Rap! Rap! Rap! “Answer the door Mary Jane. It’s probably George,” mother calls from the kitchen.
When I open the door George is standing there. After he flashes his sparkly smile at me accompanied by a hearty, “Hello Champ.” He breezes through the living room past the dining room and plops down on the puffy dusty-rose couch in our family room. But not until he stops and shakes hands with my father who is busy looking at the evening news on our brand new TV.
By now, George has helped himself to a handful of cashews from our, always full, nut bowl. Then, just to be polite, he joins my father and, within seconds, the two men become glued to the TV while they watch a disturbing seen unfold before them.
It seems a certain politician had abused, in all sorts of ugly ways, the trust his constituents had placed in him.
When my father finished listening to the politician’s confession he turned to George and said, “This is a prime example of how power corrupts.” He then continues to say, “If you destroy a man’s reputation for personal gain you weaken your own humanity.”
Over the years I often wondered if George recalled those prophetic words.
I would like to set aside my father’s veiled warning that evening and remember how comfortable and welcomed George felt when he visited our modest home on Upland Road.
On the other hand, the Steinbrenner’s house was far from being modest. In its day it was the loveliest house in all of Bay Village.
The first time I saw George’s home I was reminded of a house you’d see on a luxurious southern plantation.
It was centered on a picturesque piece of property and near the end of a long driveway stood an attractive carriage house where their servants lived.
Although George invited me, several times, I only attended one gathering at his home.
That Sunday afternoon when I arrived at the Steinbrenners, George helped me out of the car. Together we followed the cobblestone path to his front door and, for one brief moment, I could have been walking into a colorful Kincaid painting.

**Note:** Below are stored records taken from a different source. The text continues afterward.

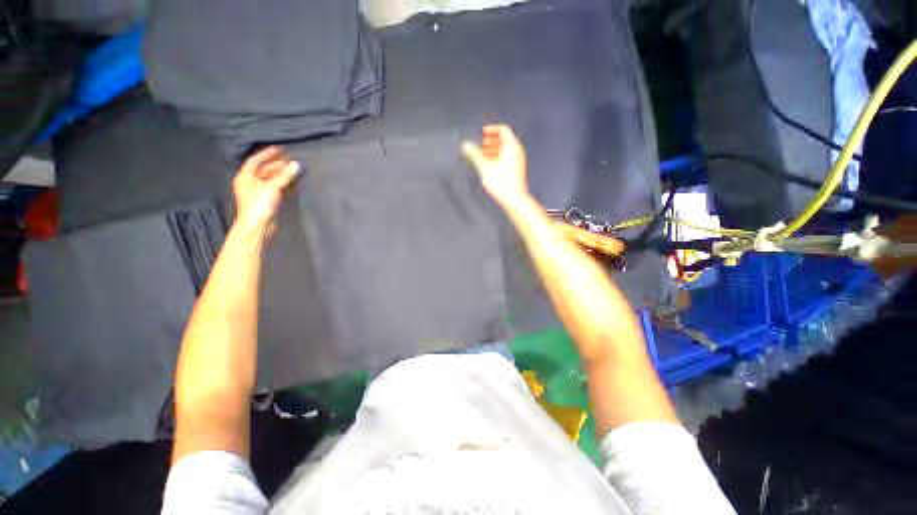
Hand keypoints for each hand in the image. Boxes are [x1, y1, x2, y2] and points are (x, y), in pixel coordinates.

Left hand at [233, 146, 300, 230]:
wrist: (258, 226)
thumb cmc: (260, 204)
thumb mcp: (273, 187)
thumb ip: (284, 175)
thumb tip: (296, 164)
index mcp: (245, 176)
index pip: (256, 160)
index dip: (267, 154)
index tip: (279, 149)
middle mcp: (249, 182)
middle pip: (263, 169)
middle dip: (276, 164)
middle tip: (290, 159)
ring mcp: (257, 192)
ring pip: (269, 179)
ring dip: (280, 174)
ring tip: (292, 170)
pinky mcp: (265, 200)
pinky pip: (274, 187)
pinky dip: (282, 183)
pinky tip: (291, 183)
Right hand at [462, 125, 528, 206]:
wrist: (513, 198)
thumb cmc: (501, 181)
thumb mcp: (485, 166)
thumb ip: (475, 154)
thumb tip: (465, 145)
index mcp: (512, 146)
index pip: (503, 130)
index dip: (491, 129)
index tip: (481, 133)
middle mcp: (517, 151)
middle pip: (504, 140)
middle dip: (491, 140)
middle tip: (480, 144)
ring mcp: (518, 161)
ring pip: (504, 150)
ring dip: (493, 150)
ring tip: (482, 156)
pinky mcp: (516, 170)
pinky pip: (506, 158)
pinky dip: (497, 158)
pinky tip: (488, 166)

The snow white house shimmered in the afternoon sunlight and violet shadows from massive, turn of the century, trees slid across the emerald green lawn. Yet, standing in the midst of such grandeur and knowing I was about to enter the world of the rich and famous all I wanted to do was go home. But, out of respect for George, I couldn’t.

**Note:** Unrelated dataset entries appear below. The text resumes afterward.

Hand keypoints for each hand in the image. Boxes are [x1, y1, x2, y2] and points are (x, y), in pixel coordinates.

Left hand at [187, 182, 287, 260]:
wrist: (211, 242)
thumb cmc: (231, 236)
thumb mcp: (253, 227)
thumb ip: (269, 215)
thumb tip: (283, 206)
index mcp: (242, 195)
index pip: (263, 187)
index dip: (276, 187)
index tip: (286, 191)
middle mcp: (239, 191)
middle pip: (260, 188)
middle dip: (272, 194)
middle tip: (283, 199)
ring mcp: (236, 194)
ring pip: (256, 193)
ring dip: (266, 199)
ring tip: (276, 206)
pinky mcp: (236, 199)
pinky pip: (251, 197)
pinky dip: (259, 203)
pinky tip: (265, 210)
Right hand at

By 3:00 PM plenty of George’s closest friends were being served hot Hors d’oeuvres, delicate finger sandwiches and genuine French Petit fours on a charming closed-in porch that stretched across the back of the house. And, by the end of the gathering, the crystal punch bowl was empty.
Looking back, I must admit it turned out to a delightful afternoon. Although, there were two things missing – a puffy dusty-rose couch and a bowl of cashews.